Collections are the fundamental organizational unit in Chroma. They are named groups of embeddings, documents, and metadata that you can query.
What is a Collection?
A collection is a container that holds:
Embeddings : Vector representations of your data
Documents : The original text or data
Metadata : Additional information about each record
IDs : Unique identifiers for each record
Think of a collection like a table in a traditional database, but optimized for vector similarity search.
Creating Collections
Create a new collection using create_collection():
import chromadb
client = chromadb.Client()
# Create a new collection
collection = client.create_collection( name = "my_collection" )
You can attach metadata to the collection itself:
collection = client.create_collection(
name = "documents" ,
metadata = { "description" : "Research papers" , "type" : "academic" }
)
With Custom Embedding Function
Specify a custom embedding function for the collection:
from chromadb.utils.embedding_functions import OpenAIEmbeddingFunction
embedding_function = OpenAIEmbeddingFunction( api_key = "your-api-key" )
collection = client.create_collection(
name = "my_collection" ,
embedding_function = embedding_function
)
Getting Collections
Retrieve an existing collection:
# Get an existing collection
collection = client.get_collection( name = "my_collection" )
# Get or create (returns existing or creates new)
collection = client.get_or_create_collection( name = "my_collection" )
Listing Collections
List all collections in the database:
# List all collections
collections = client.list_collections()
for collection in collections:
print (collection.name)
# With pagination
collections = client.list_collections( limit = 10 , offset = 0 )
Deleting Collections
Delete a collection and all its data:
client.delete_collection( name = "my_collection" )
Deleting a collection is permanent and cannot be undone.

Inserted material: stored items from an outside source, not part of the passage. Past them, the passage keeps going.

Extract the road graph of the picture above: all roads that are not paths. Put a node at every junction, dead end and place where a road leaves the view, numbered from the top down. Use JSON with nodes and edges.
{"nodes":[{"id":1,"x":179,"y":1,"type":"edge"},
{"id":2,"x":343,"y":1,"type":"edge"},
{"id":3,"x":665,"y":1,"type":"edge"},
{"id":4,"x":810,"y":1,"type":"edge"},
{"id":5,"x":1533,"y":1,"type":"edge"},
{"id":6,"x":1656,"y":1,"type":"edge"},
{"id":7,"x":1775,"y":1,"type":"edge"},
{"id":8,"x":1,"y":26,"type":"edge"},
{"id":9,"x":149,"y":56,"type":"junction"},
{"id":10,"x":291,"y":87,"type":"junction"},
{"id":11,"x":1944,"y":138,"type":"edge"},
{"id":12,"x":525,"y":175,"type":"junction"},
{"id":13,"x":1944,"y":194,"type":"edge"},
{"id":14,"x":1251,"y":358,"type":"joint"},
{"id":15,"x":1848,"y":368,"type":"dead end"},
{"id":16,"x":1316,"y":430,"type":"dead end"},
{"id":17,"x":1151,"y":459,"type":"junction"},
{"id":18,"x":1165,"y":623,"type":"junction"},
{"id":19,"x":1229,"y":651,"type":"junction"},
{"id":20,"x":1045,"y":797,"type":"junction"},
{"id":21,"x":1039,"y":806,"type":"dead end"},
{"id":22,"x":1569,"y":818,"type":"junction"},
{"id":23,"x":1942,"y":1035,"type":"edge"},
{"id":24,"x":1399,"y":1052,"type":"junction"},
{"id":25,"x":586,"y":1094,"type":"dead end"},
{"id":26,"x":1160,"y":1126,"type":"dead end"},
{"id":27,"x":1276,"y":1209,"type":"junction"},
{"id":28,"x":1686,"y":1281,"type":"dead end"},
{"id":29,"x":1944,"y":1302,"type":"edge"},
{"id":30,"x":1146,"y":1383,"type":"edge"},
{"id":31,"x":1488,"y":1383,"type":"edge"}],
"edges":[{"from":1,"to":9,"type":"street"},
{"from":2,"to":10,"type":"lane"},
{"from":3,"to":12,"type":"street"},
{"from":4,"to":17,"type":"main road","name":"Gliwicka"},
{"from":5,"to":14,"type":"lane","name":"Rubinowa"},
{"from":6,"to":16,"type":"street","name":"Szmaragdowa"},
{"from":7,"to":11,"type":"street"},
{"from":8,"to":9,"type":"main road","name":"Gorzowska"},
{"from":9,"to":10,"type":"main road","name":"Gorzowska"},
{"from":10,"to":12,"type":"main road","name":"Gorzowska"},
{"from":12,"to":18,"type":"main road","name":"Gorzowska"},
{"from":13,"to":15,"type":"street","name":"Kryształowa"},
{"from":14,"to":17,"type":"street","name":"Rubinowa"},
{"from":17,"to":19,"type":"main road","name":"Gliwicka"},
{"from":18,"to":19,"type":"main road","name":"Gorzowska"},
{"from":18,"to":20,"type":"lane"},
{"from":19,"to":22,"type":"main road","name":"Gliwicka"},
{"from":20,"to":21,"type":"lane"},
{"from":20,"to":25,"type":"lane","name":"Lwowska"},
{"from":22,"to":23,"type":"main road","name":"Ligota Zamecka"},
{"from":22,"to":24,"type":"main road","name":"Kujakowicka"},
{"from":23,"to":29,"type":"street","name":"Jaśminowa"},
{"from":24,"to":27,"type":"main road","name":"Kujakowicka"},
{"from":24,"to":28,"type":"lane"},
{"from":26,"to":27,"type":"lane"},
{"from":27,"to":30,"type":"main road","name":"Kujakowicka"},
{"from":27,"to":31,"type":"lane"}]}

All embeddings, documents, and metadata in the collection will be lost.
Collection Operations
Count Records
Get the number of records in a collection:
count = collection.count()
print ( f "Collection has { count } records" )
Peek
Quickly view the first few records:
# Get first 10 records
results = collection.peek( limit = 10 )
print (results[ 'ids' ])
print (results[ 'documents' ])
Modify Collection
Update collection name or metadata:
# Update collection metadata
collection.modify( metadata = { "updated" : "2024-01-01" })
# Rename collection
collection.modify( name = "new_collection_name" )
Collection Configuration
Collections can be configured with specific index and schema settings:
from chromadb.api.collection_configuration import CreateCollectionConfiguration
from chromadb.api.types import HnswIndexConfig
configuration = CreateCollectionConfiguration(
hnsw_index_config = HnswIndexConfig(
space = "cosine" , # or "l2", "ip"
ef_construction = 200 ,
ef_search = 100 ,
m = 16
)
)
collection = client.create_collection(
name = "my_collection" ,
configuration = configuration
)
Distance Metrics
Chroma supports three distance metrics (spaces):
cosine : Cosine similarity (default for most embedding functions)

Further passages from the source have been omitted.